→ PROBLEM TO WORK ON: Of the records that follow, copy only the lines from the line containing "M142,40L160,59L141,76L124,57Z" to the line containing "M749,691L758,702L726,728L717,717Z", both included, exactly as written.

═════ MATERIALS PROVIDED

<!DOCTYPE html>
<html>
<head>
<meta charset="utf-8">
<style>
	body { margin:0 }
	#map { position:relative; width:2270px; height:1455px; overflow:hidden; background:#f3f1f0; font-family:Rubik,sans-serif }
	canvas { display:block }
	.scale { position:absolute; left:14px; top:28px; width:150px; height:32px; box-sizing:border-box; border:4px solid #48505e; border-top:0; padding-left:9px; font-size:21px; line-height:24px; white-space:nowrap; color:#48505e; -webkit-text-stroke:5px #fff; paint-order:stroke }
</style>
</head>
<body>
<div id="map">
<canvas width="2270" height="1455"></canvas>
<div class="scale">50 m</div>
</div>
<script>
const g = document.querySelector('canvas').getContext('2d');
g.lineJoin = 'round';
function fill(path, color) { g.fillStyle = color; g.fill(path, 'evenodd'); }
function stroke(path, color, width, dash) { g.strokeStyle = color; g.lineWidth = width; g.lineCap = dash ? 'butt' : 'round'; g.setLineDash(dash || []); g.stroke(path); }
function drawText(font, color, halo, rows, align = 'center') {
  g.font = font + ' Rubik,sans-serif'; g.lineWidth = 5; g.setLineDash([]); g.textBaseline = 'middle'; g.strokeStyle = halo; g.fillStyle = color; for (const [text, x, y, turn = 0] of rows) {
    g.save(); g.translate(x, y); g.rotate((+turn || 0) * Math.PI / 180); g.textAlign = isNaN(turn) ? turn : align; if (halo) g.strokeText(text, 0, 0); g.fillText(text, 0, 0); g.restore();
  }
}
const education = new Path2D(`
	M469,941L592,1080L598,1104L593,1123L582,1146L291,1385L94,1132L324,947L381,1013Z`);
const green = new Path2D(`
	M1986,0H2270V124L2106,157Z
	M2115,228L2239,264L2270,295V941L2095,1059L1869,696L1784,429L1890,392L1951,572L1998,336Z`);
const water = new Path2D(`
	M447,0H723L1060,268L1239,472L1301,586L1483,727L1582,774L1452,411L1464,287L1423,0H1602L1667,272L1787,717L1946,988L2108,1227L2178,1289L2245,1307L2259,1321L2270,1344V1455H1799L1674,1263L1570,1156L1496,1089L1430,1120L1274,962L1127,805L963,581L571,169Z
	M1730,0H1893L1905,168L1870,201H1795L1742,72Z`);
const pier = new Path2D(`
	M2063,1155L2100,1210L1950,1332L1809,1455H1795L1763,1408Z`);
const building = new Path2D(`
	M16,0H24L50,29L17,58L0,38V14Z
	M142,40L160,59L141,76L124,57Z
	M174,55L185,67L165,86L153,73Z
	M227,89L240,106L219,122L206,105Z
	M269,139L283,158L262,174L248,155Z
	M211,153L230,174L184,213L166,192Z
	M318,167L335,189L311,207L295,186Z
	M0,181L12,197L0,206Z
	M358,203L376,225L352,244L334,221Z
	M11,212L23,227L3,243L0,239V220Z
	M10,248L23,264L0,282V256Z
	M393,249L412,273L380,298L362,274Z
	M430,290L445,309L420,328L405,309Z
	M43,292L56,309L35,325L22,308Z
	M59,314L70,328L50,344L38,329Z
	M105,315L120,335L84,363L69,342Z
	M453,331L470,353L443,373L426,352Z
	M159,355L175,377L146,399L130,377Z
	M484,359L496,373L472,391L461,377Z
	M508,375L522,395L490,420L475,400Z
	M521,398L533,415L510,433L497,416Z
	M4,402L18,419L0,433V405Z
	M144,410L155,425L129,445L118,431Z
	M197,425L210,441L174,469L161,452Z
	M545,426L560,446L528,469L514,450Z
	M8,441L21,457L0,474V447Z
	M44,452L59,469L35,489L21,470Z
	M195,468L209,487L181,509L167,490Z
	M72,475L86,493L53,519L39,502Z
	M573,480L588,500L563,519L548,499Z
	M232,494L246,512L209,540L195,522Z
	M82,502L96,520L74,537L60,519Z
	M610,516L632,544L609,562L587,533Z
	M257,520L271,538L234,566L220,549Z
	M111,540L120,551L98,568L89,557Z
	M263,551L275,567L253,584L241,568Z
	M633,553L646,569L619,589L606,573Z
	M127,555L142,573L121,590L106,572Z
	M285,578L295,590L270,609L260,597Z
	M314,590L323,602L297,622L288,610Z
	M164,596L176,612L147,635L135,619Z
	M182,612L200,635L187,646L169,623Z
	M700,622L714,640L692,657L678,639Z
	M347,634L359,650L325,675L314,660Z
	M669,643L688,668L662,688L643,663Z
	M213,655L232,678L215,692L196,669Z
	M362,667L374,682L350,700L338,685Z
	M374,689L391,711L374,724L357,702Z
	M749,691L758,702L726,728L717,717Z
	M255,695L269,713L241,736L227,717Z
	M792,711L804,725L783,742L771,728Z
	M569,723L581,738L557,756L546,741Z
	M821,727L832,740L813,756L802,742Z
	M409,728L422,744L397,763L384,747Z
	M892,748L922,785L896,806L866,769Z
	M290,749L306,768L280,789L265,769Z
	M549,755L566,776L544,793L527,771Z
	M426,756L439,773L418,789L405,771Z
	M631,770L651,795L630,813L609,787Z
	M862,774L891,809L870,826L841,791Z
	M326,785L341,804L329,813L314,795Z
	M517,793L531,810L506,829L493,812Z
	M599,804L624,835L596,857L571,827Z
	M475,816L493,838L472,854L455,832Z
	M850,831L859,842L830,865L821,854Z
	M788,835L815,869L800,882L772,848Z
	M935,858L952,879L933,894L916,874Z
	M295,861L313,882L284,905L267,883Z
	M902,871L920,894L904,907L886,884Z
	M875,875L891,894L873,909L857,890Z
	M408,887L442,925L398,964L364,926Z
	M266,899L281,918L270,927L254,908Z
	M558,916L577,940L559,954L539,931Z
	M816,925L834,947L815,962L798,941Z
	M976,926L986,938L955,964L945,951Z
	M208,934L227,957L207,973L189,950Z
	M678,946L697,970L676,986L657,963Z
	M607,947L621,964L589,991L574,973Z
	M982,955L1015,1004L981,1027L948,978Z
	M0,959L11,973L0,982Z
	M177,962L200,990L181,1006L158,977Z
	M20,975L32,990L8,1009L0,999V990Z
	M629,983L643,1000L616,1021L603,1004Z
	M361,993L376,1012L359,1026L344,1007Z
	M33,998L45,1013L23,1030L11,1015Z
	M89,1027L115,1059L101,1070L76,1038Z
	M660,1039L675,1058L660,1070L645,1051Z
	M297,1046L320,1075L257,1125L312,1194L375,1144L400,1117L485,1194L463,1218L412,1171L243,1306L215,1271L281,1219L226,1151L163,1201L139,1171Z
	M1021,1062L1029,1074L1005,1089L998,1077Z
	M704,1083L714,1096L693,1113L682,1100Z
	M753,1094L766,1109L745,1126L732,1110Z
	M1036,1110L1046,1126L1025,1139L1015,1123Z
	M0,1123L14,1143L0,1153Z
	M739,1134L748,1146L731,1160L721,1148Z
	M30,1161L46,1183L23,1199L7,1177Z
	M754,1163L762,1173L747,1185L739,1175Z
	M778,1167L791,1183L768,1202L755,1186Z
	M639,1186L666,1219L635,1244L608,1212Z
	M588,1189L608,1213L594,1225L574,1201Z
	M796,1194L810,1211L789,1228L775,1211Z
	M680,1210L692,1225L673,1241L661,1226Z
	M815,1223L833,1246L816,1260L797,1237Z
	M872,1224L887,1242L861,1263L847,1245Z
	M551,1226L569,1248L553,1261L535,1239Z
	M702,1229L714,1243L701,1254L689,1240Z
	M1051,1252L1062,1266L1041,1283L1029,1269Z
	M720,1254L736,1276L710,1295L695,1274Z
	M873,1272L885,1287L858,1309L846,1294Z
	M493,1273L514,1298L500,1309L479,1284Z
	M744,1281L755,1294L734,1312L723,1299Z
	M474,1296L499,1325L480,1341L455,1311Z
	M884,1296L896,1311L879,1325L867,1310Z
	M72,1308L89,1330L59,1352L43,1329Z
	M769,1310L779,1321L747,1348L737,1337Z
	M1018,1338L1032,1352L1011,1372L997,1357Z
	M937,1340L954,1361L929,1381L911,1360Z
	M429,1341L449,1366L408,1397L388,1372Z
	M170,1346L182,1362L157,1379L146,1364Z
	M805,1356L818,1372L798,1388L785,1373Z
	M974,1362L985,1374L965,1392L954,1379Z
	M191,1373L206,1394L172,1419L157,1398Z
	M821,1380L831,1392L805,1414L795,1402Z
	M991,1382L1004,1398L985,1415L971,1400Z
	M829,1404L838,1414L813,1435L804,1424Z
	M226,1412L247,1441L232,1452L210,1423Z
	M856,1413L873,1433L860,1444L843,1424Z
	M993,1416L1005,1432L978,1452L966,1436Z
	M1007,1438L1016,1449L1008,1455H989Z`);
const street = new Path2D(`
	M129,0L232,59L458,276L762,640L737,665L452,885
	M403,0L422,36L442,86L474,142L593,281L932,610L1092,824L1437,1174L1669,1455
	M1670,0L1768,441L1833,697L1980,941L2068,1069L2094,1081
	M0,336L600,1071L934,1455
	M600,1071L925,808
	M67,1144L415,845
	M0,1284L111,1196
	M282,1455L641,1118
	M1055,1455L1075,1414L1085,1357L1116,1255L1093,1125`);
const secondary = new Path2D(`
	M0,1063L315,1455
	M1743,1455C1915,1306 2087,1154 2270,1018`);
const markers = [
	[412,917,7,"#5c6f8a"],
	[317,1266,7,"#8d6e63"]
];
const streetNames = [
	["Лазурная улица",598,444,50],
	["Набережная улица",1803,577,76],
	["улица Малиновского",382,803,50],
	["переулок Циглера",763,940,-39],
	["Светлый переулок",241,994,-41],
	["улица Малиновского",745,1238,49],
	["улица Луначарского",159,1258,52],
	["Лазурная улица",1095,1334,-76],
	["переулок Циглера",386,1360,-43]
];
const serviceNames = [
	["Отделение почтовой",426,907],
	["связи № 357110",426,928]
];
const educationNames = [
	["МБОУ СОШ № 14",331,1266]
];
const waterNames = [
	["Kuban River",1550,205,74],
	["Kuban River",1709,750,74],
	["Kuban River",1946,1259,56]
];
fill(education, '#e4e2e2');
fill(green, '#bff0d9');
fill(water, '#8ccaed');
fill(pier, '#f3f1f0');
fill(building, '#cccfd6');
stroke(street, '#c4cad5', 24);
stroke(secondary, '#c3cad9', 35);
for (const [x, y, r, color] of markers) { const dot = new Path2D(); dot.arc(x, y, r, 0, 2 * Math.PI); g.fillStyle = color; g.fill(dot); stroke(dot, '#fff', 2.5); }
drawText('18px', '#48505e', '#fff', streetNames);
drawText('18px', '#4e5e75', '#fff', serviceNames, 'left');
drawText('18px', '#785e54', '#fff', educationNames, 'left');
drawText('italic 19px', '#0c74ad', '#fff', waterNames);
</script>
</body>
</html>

══════════

→ RESPONSE:
	M142,40L160,59L141,76L124,57Z
	M174,55L185,67L165,86L153,73Z
	M227,89L240,106L219,122L206,105Z
	M269,139L283,158L262,174L248,155Z
	M211,153L230,174L184,213L166,192Z
	M318,167L335,189L311,207L295,186Z
	M0,181L12,197L0,206Z
	M358,203L376,225L352,244L334,221Z
	M11,212L23,227L3,243L0,239V220Z
	M10,248L23,264L0,282V256Z
	M393,249L412,273L380,298L362,274Z
	M430,290L445,309L420,328L405,309Z
	M43,292L56,309L35,325L22,308Z
	M59,314L70,328L50,344L38,329Z
	M105,315L120,335L84,363L69,342Z
	M453,331L470,353L443,373L426,352Z
	M159,355L175,377L146,399L130,377Z
	M484,359L496,373L472,391L461,377Z
	M508,375L522,395L490,420L475,400Z
	M521,398L533,415L510,433L497,416Z
	M4,402L18,419L0,433V405Z
	M144,410L155,425L129,445L118,431Z
	M197,425L210,441L174,469L161,452Z
	M545,426L560,446L528,469L514,450Z
	M8,441L21,457L0,474V447Z
	M44,452L59,469L35,489L21,470Z
	M195,468L209,487L181,509L167,490Z
	M72,475L86,493L53,519L39,502Z
	M573,480L588,500L563,519L548,499Z
	M232,494L246,512L209,540L195,522Z
	M82,502L96,520L74,537L60,519Z
	M610,516L632,544L609,562L587,533Z
	M257,520L271,538L234,566L220,549Z
	M111,540L120,551L98,568L89,557Z
	M263,551L275,567L253,584L241,568Z
	M633,553L646,569L619,589L606,573Z
	M127,555L142,573L121,590L106,572Z
	M285,578L295,590L270,609L260,597Z
	M314,590L323,602L297,622L288,610Z
	M164,596L176,612L147,635L135,619Z
	M182,612L200,635L187,646L169,623Z
	M700,622L714,640L692,657L678,639Z
	M347,634L359,650L325,675L314,660Z
	M669,643L688,668L662,688L643,663Z
	M213,655L232,678L215,692L196,669Z
	M362,667L374,682L350,700L338,685Z
	M374,689L391,711L374,724L357,702Z
	M749,691L758,702L726,728L717,717Z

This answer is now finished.